On the refrigerator door is a photo of the implanted blastocyst that became twins, along with some ultrasound images.

Matt comes in, his entire head sunburned.

“Got some hail,” he says, refilling a giant water jug from the tap. “We won’t have top dollar.”

He’s gone as quickly as he came, back outside to work on irrigation.

Leisa gets a little defensive at a question that suggests farming might not be the ultimate lifestyle.

“I love being on the farm,” she says. “I grew up being on the farm.”

Mid-October

The harvest has been in full swing for two weeks.

“The rain’s slowing us down,” Leisa says. “That’s the way it goes.”

If their children choose to farm, Leisa says, that’s fine.

“Farming’s tough, but I’d support them with whatever they want to do.”

Matt still doesn’t know the sex of the children.

“He’s made it this far,” she says.

They’ve picked out three or four names for each gender.

Hollard has no new concerns, but Leisa no longer is allowed to work. She was down to three tops that would cover her middle anyway.

Hollard has suggested a Caesarean section, because one of the twins is breech.

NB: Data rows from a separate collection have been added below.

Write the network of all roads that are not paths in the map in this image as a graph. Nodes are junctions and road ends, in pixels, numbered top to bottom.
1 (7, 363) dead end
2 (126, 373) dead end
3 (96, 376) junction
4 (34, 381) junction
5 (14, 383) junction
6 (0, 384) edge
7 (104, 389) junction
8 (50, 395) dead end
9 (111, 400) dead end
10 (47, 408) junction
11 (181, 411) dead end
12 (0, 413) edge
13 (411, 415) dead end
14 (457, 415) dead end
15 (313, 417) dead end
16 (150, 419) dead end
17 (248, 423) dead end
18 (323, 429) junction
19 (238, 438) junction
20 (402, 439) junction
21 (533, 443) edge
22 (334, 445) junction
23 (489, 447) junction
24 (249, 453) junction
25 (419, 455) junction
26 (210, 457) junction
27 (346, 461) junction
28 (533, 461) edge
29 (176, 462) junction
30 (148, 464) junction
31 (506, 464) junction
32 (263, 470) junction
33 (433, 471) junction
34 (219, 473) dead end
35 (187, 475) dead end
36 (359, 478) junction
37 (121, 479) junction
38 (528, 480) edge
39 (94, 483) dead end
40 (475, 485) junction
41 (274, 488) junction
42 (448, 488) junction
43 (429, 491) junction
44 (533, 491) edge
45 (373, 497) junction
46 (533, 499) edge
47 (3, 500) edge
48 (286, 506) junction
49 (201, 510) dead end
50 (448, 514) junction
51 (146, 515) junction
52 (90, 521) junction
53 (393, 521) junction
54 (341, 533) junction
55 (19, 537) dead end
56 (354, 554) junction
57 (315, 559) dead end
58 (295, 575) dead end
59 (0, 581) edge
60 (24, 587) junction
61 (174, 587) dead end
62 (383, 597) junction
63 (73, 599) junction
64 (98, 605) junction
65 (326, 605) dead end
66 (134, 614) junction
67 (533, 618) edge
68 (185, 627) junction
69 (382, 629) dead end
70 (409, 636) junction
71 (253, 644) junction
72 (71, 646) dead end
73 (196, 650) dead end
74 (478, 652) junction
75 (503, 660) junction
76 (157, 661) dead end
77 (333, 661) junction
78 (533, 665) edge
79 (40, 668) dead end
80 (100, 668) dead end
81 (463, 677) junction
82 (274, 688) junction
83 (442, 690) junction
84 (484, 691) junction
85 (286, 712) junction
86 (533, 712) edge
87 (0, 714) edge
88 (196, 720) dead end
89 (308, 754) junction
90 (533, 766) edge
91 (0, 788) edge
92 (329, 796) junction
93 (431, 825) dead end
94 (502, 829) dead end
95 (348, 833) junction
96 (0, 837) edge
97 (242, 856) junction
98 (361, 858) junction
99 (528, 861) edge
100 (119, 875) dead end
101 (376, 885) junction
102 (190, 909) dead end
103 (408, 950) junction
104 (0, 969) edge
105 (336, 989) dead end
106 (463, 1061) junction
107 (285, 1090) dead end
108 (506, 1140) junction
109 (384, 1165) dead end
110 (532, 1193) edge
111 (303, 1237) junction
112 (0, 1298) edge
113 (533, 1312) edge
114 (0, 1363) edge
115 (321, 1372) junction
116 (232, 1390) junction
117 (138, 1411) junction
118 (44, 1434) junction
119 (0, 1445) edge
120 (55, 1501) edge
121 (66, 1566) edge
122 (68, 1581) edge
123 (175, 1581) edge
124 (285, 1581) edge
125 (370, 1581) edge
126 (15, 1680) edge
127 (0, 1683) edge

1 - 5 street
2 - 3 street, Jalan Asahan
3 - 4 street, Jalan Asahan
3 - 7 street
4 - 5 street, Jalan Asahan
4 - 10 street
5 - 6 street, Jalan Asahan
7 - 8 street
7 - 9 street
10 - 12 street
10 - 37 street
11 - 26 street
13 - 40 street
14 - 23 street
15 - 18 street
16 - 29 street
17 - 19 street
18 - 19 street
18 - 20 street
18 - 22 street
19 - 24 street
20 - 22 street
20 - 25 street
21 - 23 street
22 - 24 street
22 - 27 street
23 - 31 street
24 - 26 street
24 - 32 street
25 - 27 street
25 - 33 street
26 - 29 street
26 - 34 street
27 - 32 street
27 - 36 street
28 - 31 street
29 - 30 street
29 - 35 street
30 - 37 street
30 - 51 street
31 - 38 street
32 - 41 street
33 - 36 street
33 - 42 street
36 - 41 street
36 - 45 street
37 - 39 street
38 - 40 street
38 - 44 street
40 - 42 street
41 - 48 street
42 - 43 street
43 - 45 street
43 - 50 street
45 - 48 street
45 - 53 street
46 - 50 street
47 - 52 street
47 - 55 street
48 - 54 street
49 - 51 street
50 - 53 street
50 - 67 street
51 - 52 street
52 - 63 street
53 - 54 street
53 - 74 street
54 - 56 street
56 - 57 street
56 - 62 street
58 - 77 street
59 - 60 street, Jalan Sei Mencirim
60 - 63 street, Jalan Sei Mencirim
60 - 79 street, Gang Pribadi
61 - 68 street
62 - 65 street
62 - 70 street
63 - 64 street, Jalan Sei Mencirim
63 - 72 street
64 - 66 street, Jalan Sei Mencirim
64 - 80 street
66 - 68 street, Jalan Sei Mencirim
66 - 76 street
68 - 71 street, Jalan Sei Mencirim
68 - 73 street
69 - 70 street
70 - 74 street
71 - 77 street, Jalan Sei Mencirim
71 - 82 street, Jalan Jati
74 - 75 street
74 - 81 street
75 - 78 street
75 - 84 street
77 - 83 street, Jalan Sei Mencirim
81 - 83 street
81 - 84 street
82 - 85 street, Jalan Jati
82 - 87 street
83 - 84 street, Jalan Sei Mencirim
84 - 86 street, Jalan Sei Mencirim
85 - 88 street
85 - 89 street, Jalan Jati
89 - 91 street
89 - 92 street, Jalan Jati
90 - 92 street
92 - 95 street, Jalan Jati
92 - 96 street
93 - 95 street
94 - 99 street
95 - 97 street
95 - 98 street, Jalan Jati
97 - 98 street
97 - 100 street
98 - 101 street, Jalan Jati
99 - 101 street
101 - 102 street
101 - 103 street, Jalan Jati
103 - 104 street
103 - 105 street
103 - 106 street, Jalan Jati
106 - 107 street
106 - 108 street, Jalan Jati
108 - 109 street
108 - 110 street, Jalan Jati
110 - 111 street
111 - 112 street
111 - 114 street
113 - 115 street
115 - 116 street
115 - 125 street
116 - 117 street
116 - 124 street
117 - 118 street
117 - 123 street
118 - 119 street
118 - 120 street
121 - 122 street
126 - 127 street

Nearing the end, it doesn’t seem like it’s been three long years of trying to have children.

“At the time you’re going through it,” Leisa adds, “it feels like it’s a never-ending process.”

Oct. 25

An amniocenteses reveals the babies’ lungs haven’t fully formed, delaying delivery.

“I just feel big and awkward,” Leisa says.

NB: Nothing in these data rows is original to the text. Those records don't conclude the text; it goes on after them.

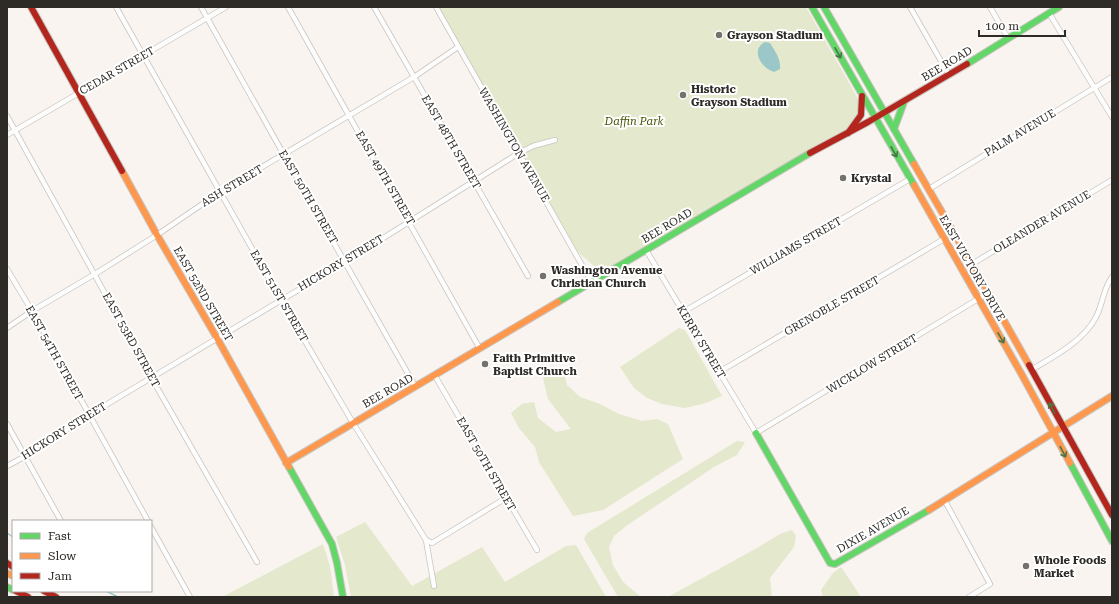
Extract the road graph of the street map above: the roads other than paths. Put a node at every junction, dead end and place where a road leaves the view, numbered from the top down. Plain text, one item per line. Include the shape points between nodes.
1 (31, 7) edge
2 (116, 7) edge
3 (201, 7) edge
4 (226, 7) edge
5 (288, 7) edge
6 (374, 7) edge
7 (436, 7) edge
8 (812, 7) edge
9 (824, 7) edge
10 (910, 7) edge
11 (990, 7) edge
12 (1059, 7) edge
13 (1049, 13) junction
14 (207, 18) junction
15 (1008, 38) junction
16 (458, 47) junction
17 (143, 56) junction
18 (949, 75) junction
19 (414, 77) junction
20 (1112, 77) edge
21 (1095, 88) junction
22 (80, 93) junction
23 (862, 96) junction
24 (904, 102) junction
25 (885, 113) junction
26 (349, 115) junction
27 (7, 116) edge
28 (1112, 117) edge
29 (875, 118) junction
30 (894, 129) junction
31 (15, 131) junction
32 (848, 133) junction
33 (7, 136) edge
34 (555, 140) dead end
35 (518, 153) junction
36 (284, 155) junction
37 (910, 179) junction
38 (1112, 180) edge
39 (474, 181) junction
40 (929, 189) junction
41 (220, 192) junction
42 (409, 221) junction
43 (157, 235) junction
44 (944, 239) junction
45 (646, 250) junction
46 (345, 262) junction
47 (972, 264) junction
48 (7, 269) edge
49 (95, 274) junction
50 (528, 276) dead end
51 (1112, 277) edge
52 (592, 283) junction
53 (1110, 284) edge
54 (988, 293) junction
55 (281, 300) junction
56 (978, 300) junction
57 (32, 311) junction
58 (683, 312) junction
59 (7, 328) edge
60 (217, 338) junction
61 (480, 349) junction
62 (1032, 370) junction
63 (719, 372) junction
64 (435, 376) junction
65 (151, 377) junction
66 (415, 386) junction
67 (1112, 396) edge
68 (89, 415) junction
69 (353, 423) junction
70 (7, 424) edge
71 (1063, 428) junction
72 (756, 433) junction
73 (1053, 433) junction
74 (24, 457) junction
75 (286, 463) junction
76 (7, 466) edge
77 (506, 498) junction
78 (945, 501) junction
79 (1112, 515) edge
80 (60, 520) edge
81 (147, 520) edge
82 (152, 529) edge
83 (426, 540) junction
84 (1112, 541) edge
85 (537, 550) dead end
86 (257, 562) dead end
87 (434, 586) dead end
88 (18, 592) edge
89 (46, 592) edge
90 (28, 597) edge
91 (56, 597) edge
92 (190, 597) edge
93 (343, 597) edge
94 (969, 597) edge

1 - 22 main road, EAST 52ND STREET
2 - 17 street, EAST 51ST STREET
3 - 14 street, EAST 50TH STREET
4 - 14 street, CEDAR STREET
5 - 26 street, EAST 49TH STREET
6 - 19 street, EAST 48TH STREET
7 - 16 street, WASHINGTON AVENUE
8 -> 23 main road, EAST VICTORY DRIVE
9 - 25 main road, EAST VICTORY DRIVE
10 - 18 street
11 - 15 street
12 - 13 main road, BEE ROAD
13 - 15 main road, BEE ROAD
13 - 21 street
14 - 17 street, CEDAR STREET
14 - 36 street, EAST 50TH STREET
15 - 18 main road, BEE ROAD
16 - 19 street, ASH STREET
16 - 35 street, WASHINGTON AVENUE
17 - 22 street, CEDAR STREET
17 - 41 street, EAST 51ST STREET
18 - 24 main road, BEE ROAD
19 - 26 street, ASH STREET
19 - 39 street, EAST 48TH STREET
20 - 21 street, PALM AVENUE
21 - 28 street
21 - 40 street, PALM AVENUE
22 - 31 street, CEDAR STREET
22 - 43 main road, EAST 52ND STREET
23 - 29 main road, EAST VICTORY DRIVE
23 - 32 main road via 860,115
24 - 25 main road, BEE ROAD
24 - 30 main road
25 - 29 main road, BEE ROAD
25 - 30 main road, EAST VICTORY DRIVE
26 - 36 street, ASH STREET
26 - 42 street, EAST 49TH STREET
27 - 31 street, EAST 53RD STREET
29 - 32 main road, BEE ROAD
29 -> 37 main road, EAST VICTORY DRIVE
30 - 40 main road, EAST VICTORY DRIVE
31 - 33 street, CEDAR STREET
31 - 49 street, EAST 53RD STREET
32 - 45 main road, BEE ROAD
34 - 35 street, HICKORY STREET
35 - 39 street, HICKORY STREET
35 - 52 street, WASHINGTON AVENUE
36 - 41 street, ASH STREET
36 - 46 street, EAST 50TH STREET
37 - 44 main road, EAST VICTORY DRIVE
37 - 58 street, WILLIAMS STREET
38 - 47 street, OLEANDER AVENUE
39 - 42 street, HICKORY STREET
39 - 50 street, EAST 48TH STREET
40 - 47 main road, EAST VICTORY DRIVE
41 - 43 street, ASH STREET
41 - 55 street, EAST 51ST STREET
42 - 46 street, HICKORY STREET
42 - 61 street, EAST 49TH STREET
43 - 49 street, ASH STREET
43 - 60 main road, EAST 52ND STREET
44 - 56 main road, EAST VICTORY DRIVE
44 - 63 street, GRENOBLE STREET
45 - 52 main road, BEE ROAD
45 - 58 street, KERRY STREET
46 - 55 street, HICKORY STREET
46 - 66 street, EAST 50TH STREET
47 - 54 main road, EAST VICTORY DRIVE
48 - 57 street, EAST 54TH STREET
49 - 57 street, ASH STREET
49 - 65 street, EAST 53RD STREET
51 - 53 street
52 - 61 main road, BEE ROAD
53 - 62 street via 1089,327 1059,353
54 - 56 street, WICKLOW STREET
54 - 62 main road, EAST VICTORY DRIVE
55 - 60 street, HICKORY STREET
55 - 69 street, EAST 51ST STREET
56 - 72 street, WICKLOW STREET
56 -> 73 main road, EAST VICTORY DRIVE
57 - 59 street, ASH STREET
57 - 68 street, EAST 54TH STREET
58 - 63 street, KERRY STREET
60 - 65 street, HICKORY STREET
60 - 75 main road, EAST 52ND STREET
61 - 64 main road, BEE ROAD
71 -> 62 main road, EAST VICTORY DRIVE
63 - 72 street, KERRY STREET
64 - 66 main road, BEE ROAD
64 - 77 street, EAST 50TH STREET
65 - 68 street, HICKORY STREET
65 - 86 street, EAST 53RD STREET
66 - 69 main road, BEE ROAD
67 - 71 main road, DIXIE AVENUE
68 - 74 street, HICKORY STREET
68 - 81 street, EAST 54TH STREET
69 - 75 main road, BEE ROAD
69 - 83 street, EAST 51ST STREET
70 - 74 street
71 - 73 main road, DIXIE AVENUE
71 - 79 main road, EAST VICTORY DRIVE
72 - 78 main road, DIXIE AVENUE via 830,563 835,564 845,559
73 - 78 main road, DIXIE AVENUE
73 -> 84 main road, EAST VICTORY DRIVE
74 - 76 street, HICKORY STREET
74 - 80 street
75 - 93 main road, EAST 52ND STREET via 332,544
77 - 83 street via 432,543
77 - 85 street, EAST 50TH STREET
78 - 94 street via 990,584
82 - 92 street
83 - 87 street, EAST 51ST STREET
88 - 90 main road
89 - 91 main road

The harvest is done; Matt’s been putting up a fence for cattle.

Their crops, Leisa says, are so-so.

The babies end up being born vaginally. Hollard induces labor Nov. 5.

Two girls come 9 minutes apart after a little more than 11 hours of labor. Campbell weighs 6 pounds, 10 ounces. Kinzley is 5 pounds, 15 ounces.

Throughout the pregnancy, Matt has been sure they were boys. The night before their birth, he told Leisa, “I bet we’re having girls.”

A week or so later, Leisa says, Campbell seems to be the aggressive one. “She wants her food right now.” Her sister is laid back.

“It’s indescribable, exhausting,” Leisa says. “You don’t know what to expect, and when it happens, it’s life-changing.”

She hasn’t cried yet, but she’s choked up. Matt’s giddy, changing diapers, helping with feedings.

Except for the blowing wind, it will be quiet on the farm for the next several months. He’s glad to have the extra time for his daughters.

“He’s just totally enjoying them,” Leisa says.

Their grandmothers have taken turns helping. The grandfathers are concerned and proud, Leisa says.

Down the gravel road, past the green John Deere mailbox, probably in 2024, they’ll all be rooting for two perfectly matched power forwards in Davenport’s rivalry basketball game against Bruning.

All with one eye on the sky, reading the weather.